Environment and health collaboration kicks-off in Truro

Posted on 20th November 2014

Environment and health experts from across the UK met in Truro this week, to begin work on research that will improve understanding of environmental change.

The project is hoping to tackle critical questions in areas that include climate change, shifting land use, and environmental degradation.

Funded by the National Institute of Health Research it will specifically consider how these changes might impact the health and wellbeing of populations in the UK, as well as internationally.

The initiative brings together specialists from the University of Exeter, London School of Hygiene and Tropical Medicine, Public Health England, Met Office, and University College London, and forms one of the UK Government’s first Health Protection Research Units.

“These types of problems can only be solved with a collaborative and inter-disciplinary approach”

The World’s current use of resources is causing large-scale shifts in the environment, with these changes likely to bring significant impacts for human health and wellbeing. As climate change, biodiversity loss and a rising population mount increasing pressure on the globe’s life-sustaining resources, we must plan how we protect and preserve commodities such as water, food, air, energy and materials.
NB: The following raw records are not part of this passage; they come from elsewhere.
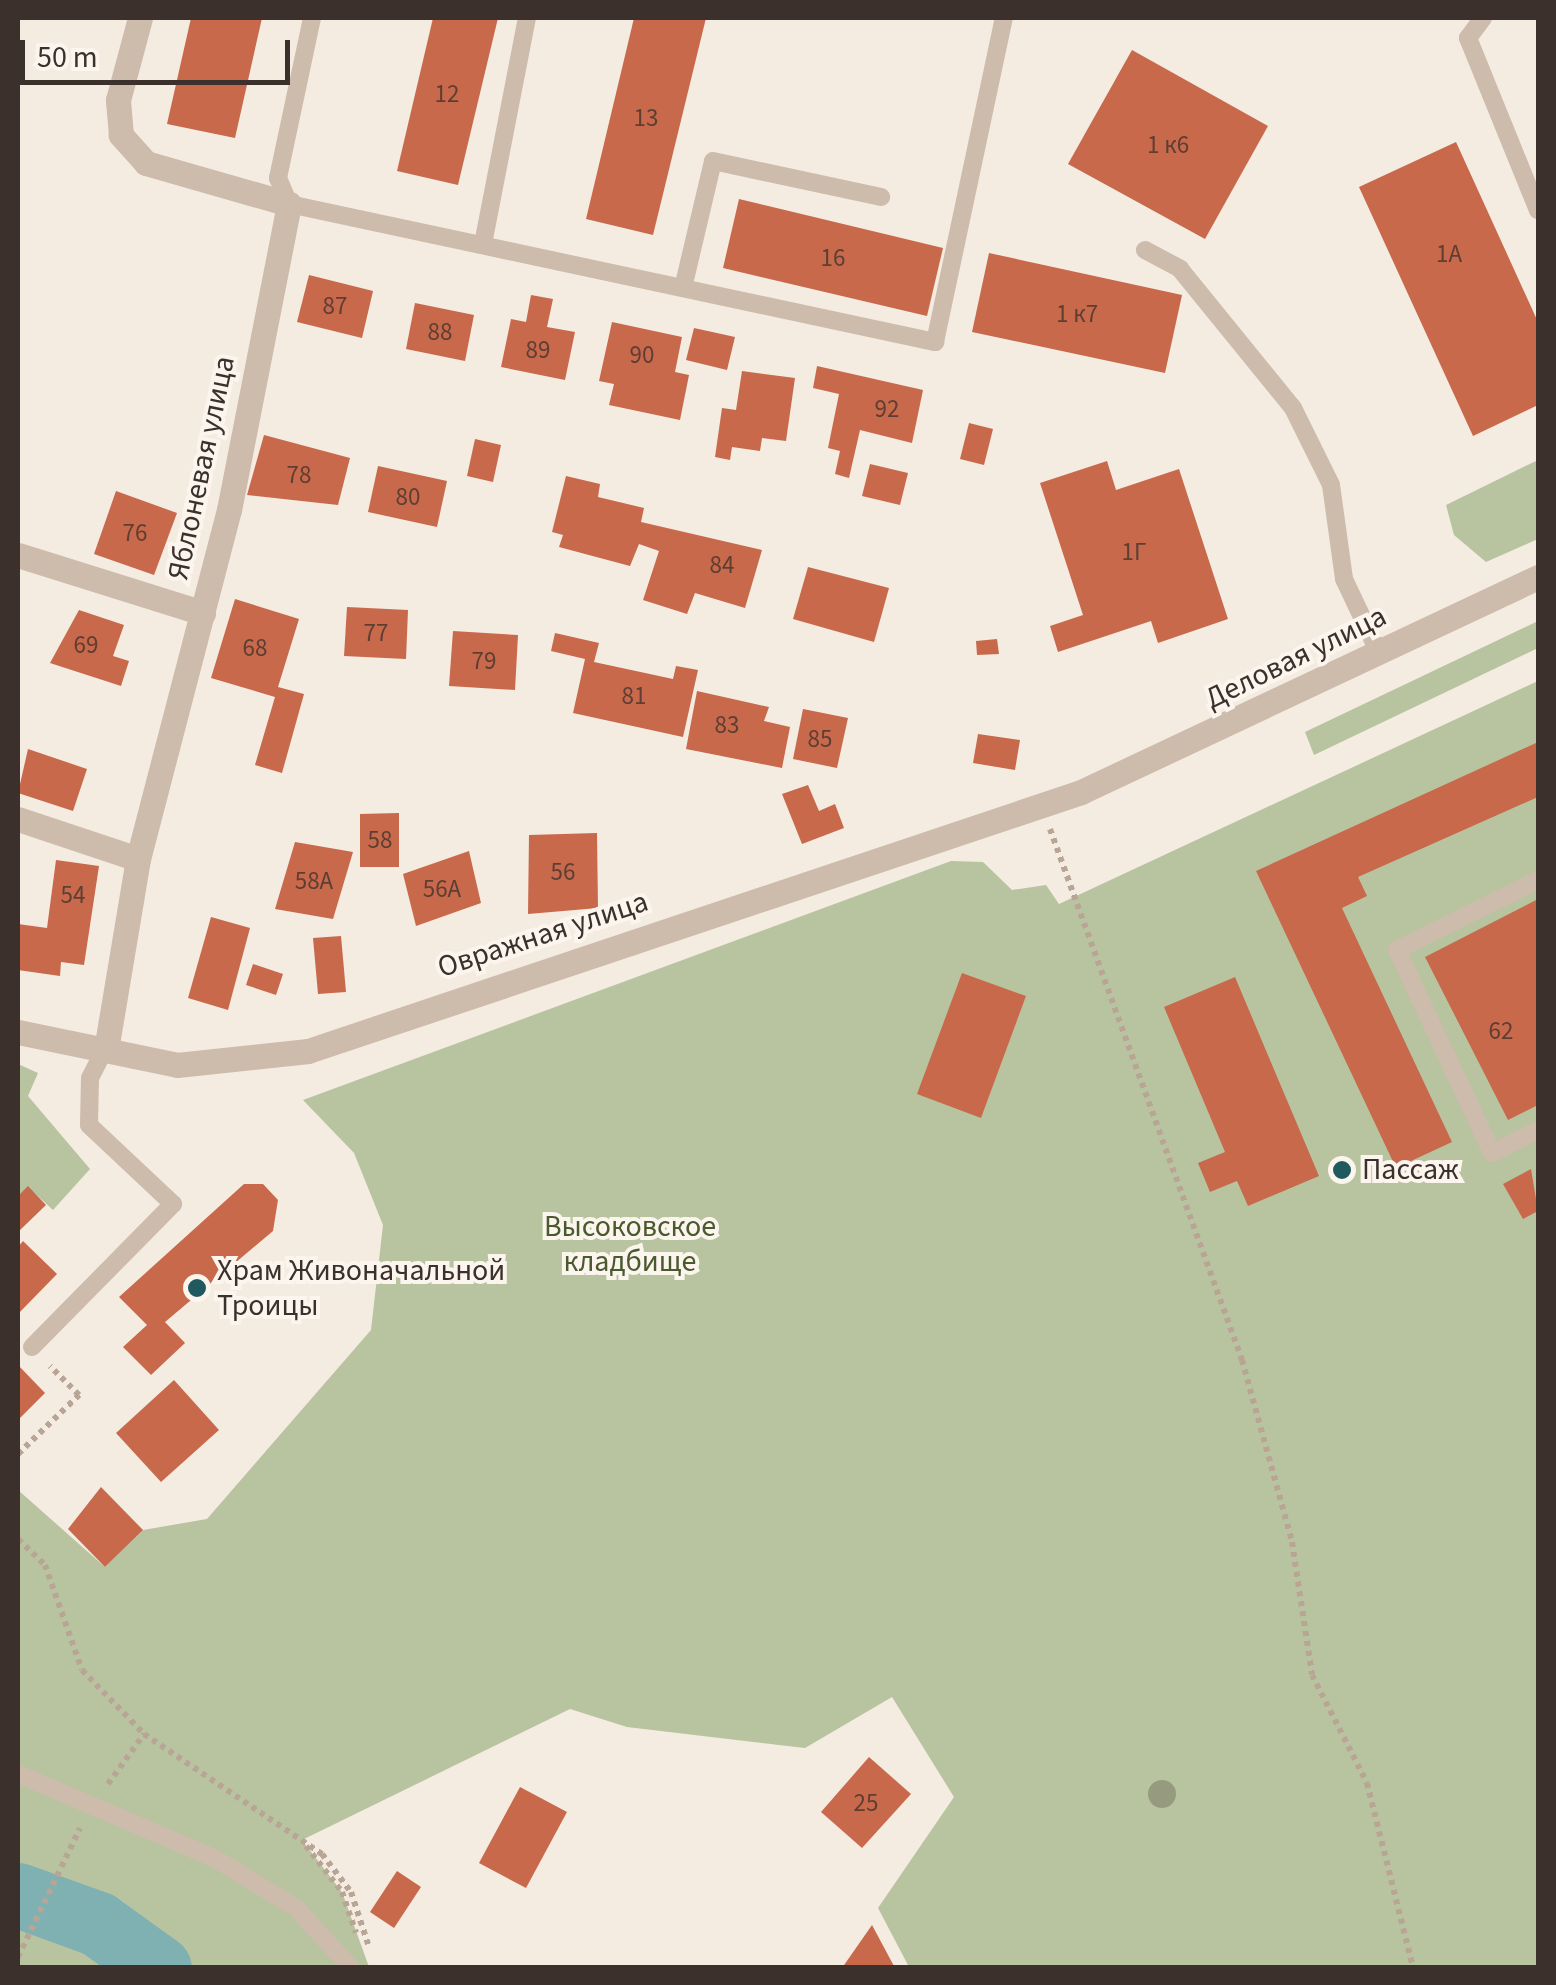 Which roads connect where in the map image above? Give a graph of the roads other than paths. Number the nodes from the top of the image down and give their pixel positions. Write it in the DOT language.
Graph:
graph roads {
  1 [pos="140,18"];
  2 [pos="312,18"];
  3 [pos="527,18"];
  4 [pos="1004,18"];
  5 [pos="1483,18"];
  6 [pos="882,197"];
  7 [pos="289,204"];
  8 [pos="1538,210"];
  9 [pos="482,244"];
  10 [pos="1145,250"];
  11 [pos="683,288"];
  12 [pos="18,555"];
  13 [pos="1538,577"];
  14 [pos="203,612"];
  15 [pos="1379,653"];
  16 [pos="1080,792"];
  17 [pos="18,820"];
  18 [pos="138,860"];
  19 [pos="1538,880"];
  20 [pos="18,1032"];
  21 [pos="108,1044"];
  22 [pos="1538,1130"];
  23 [pos="32,1348"];
  24 [pos="18,1774"];
  25 [pos="351,1968"];
  1 -- 7 [label="street"];
  2 -- 7 [label="lane"];
  3 -- 9 [label="lane"];
  4 -- 11 [label="lane"];
  5 -- 8 [label="lane"];
  6 -- 11 [label="lane"];
  7 -- 9 [label="lane"];
  7 -- 14 [label="street, Яблоневая улица"];
  9 -- 11 [label="lane"];
  10 -- 15 [label="lane"];
  12 -- 14 [label="street"];
  13 -- 15 [label="street, Деловая улица"];
  14 -- 18 [label="street, Яблоневая улица"];
  15 -- 16 [label="street, Деловая улица"];
  16 -- 21 [label="street, Овражная улица"];
  17 -- 18 [label="street"];
  18 -- 21 [label="street, Яблоневая улица"];
  19 -- 22 [label="lane"];
  20 -- 21 [label="street, Овражная улица"];
  21 -- 23 [label="lane"];
  24 -- 25 [label="lane"];
}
This collaborative and cross-discipline research is hoping to provide decision makers with the knowledge, foresight and tools to mitigate, adapt to and benefit from environmental change.
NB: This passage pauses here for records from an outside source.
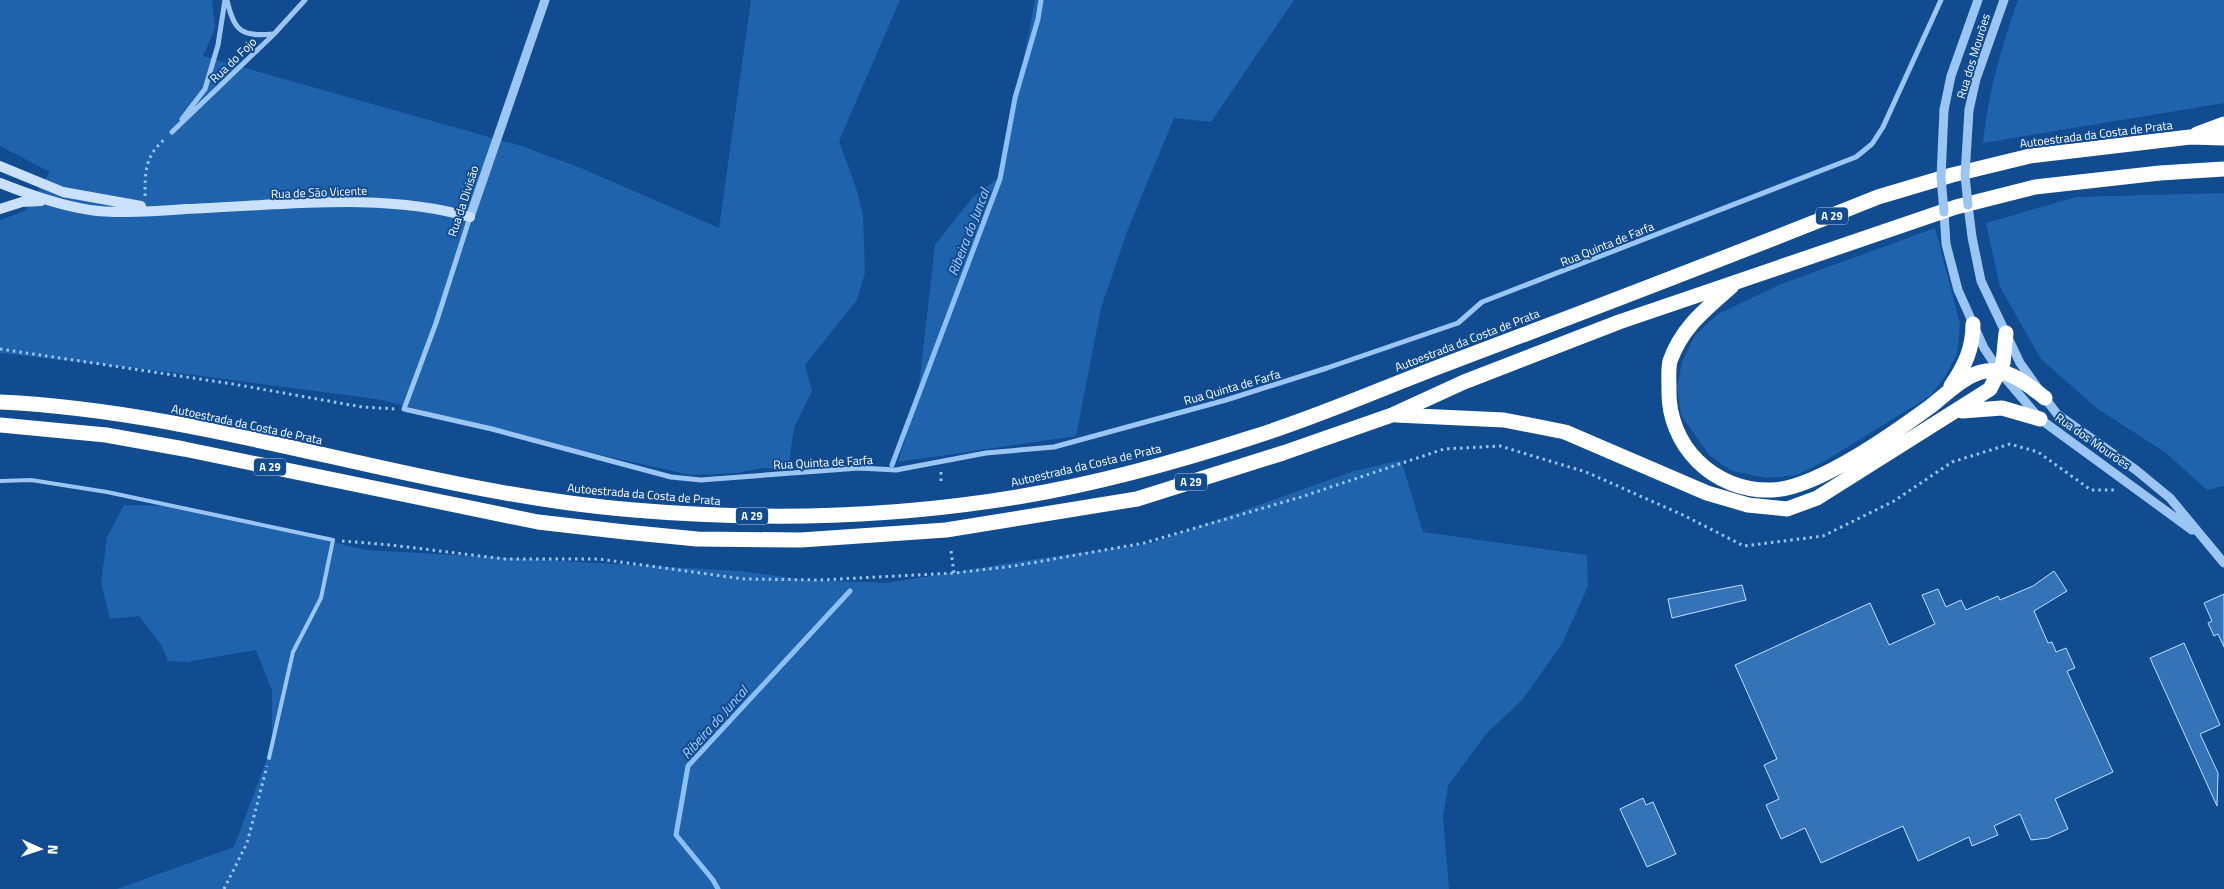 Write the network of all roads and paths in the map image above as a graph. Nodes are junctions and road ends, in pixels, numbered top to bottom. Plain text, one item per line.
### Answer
1 (226, 0) edge
2 (305, 0) edge
3 (545, 0) edge
4 (1941, 0) edge
5 (1978, 0) edge
6 (2004, 0) edge
7 (274, 34) junction
8 (2224, 124) edge
9 (172, 132) junction
10 (2190, 137) junction
11 (2224, 138) edge
12 (0, 166) edge
13 (2224, 169) edge
14 (22, 175) junction
15 (0, 178) edge
16 (0, 183) edge
17 (45, 200) junction
18 (145, 206) junction
19 (0, 209) edge
20 (167, 210) junction
21 (470, 217) junction
22 (1736, 283) junction
23 (1973, 324) junction
24 (2006, 333) junction
25 (0, 349) edge
26 (2000, 372) junction
27 (1944, 396) junction
28 (2045, 398) junction
29 (0, 402) edge
30 (404, 409) junction
31 (1953, 412) junction
32 (1392, 415) junction
33 (2040, 419) junction
34 (0, 425) edge
35 (0, 481) edge
36 (2122, 490) dead end
37 (2205, 538) junction
38 (333, 540) junction
39 (951, 551) dead end
40 (2224, 562) edge
41 (954, 573) junction
42 (269, 758) joint
43 (224, 889) edge

1 - 7 street
1 - 9 street
2 - 7 street, Rua do Fojo
3 - 21 street, Rua da Divisão
4 - 30 street, Rua Quinta de Farfa
5 - 23 street, Rua dos Mourões, bridge
6 - 24 street, Rua dos Mourões, bridge
7 - 9 street, Rua do Fojo
8 - 10 highway
9 - 18 path
10 - 11 highway, Autoestrada da Costa de Prata / A 29
10 - 29 highway, Autoestrada da Costa de Prata / A 29
12 - 14 main road, Rua de São Vicente
13 - 22 highway, A 29
14 - 15 main road
14 - 18 main road, Rua de São Vicente
16 - 17 main road, Rua de São Vicente
17 - 19 main road
17 - 20 main road, Rua de São Vicente
18 - 20 main road, Rua de São Vicente
20 - 21 main road, Rua de São Vicente
21 - 30 street, Rua da Divisão
22 - 27 highway
22 - 32 highway, A 29
23 - 26 street, Rua dos Mourões
23 - 27 highway
24 - 26 highway
24 - 28 street, Rua dos Mourões
25 - 30 path
26 - 27 highway
26 - 28 highway
26 - 31 highway
26 - 33 street, Rua dos Mourões
28 - 37 street, Rua dos Mourões
31 - 32 highway
31 - 33 highway
32 - 34 highway, A 29
33 - 37 street, Rua dos Mourões
35 - 38 lane
36 - 41 path
37 - 40 street, Rua dos Mourões
38 - 41 path
38 - 42 lane
39 - 41 path
42 - 43 path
The project includes a focus on ‘climate resilience’, which will assess the health effects of manmade climate change and extreme weather events, as well as a theme on ‘healthy sustainable cities’ which will examine how built environments might affect health.
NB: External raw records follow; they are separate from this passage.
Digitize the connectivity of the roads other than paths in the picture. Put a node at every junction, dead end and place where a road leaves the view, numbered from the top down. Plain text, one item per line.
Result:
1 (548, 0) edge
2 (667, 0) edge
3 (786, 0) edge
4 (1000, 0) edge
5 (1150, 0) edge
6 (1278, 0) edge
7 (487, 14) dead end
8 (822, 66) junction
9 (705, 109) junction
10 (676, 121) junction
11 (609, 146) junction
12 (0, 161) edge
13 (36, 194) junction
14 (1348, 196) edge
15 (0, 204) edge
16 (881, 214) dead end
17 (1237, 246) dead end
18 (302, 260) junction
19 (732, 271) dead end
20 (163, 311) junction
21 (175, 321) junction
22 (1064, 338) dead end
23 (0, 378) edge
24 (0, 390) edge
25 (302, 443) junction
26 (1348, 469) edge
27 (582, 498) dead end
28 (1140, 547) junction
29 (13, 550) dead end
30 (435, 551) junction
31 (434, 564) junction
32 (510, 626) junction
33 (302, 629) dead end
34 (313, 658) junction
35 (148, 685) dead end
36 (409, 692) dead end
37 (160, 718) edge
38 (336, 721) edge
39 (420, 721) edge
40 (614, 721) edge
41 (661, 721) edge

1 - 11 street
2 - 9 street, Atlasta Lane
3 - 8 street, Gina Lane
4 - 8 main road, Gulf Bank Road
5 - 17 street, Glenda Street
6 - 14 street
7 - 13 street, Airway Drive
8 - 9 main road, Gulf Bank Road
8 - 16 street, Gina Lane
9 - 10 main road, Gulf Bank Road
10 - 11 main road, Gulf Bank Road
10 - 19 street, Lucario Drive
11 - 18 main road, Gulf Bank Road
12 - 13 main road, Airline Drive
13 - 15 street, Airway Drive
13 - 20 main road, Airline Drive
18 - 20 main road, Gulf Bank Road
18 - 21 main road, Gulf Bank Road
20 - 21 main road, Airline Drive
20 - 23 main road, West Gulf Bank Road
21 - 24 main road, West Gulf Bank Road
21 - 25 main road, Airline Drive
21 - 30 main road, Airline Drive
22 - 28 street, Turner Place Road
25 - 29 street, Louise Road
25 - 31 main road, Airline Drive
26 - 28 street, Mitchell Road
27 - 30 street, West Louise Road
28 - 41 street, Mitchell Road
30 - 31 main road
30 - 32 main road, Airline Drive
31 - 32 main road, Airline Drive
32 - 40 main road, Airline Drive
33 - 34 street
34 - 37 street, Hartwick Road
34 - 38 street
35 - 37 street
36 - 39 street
Professor Lora Fleming will be leading the project’s third focus, evaluating how health and wellbeing can be influenced by the natural environment through green spaces and other ecosystem services. This theme of research will also consider risks posed by the environment such as infectious diseases, pollen, and harmful algal blooms. Speaking at the event Professor Fleming said:

“We’ve assembled an incredibly diverse team to tackle these growing environment and health challenges. I’m particularly looking forward to exploring both the risks and benefits that a changing environment could pose to health – an area that we’re ideally placed to interrogate in the South West. These types of problems can only be solved with a collaborative, inter-disciplinary and inter-institutional approach, and we’ll be feeding our findings directly into governmental policy.”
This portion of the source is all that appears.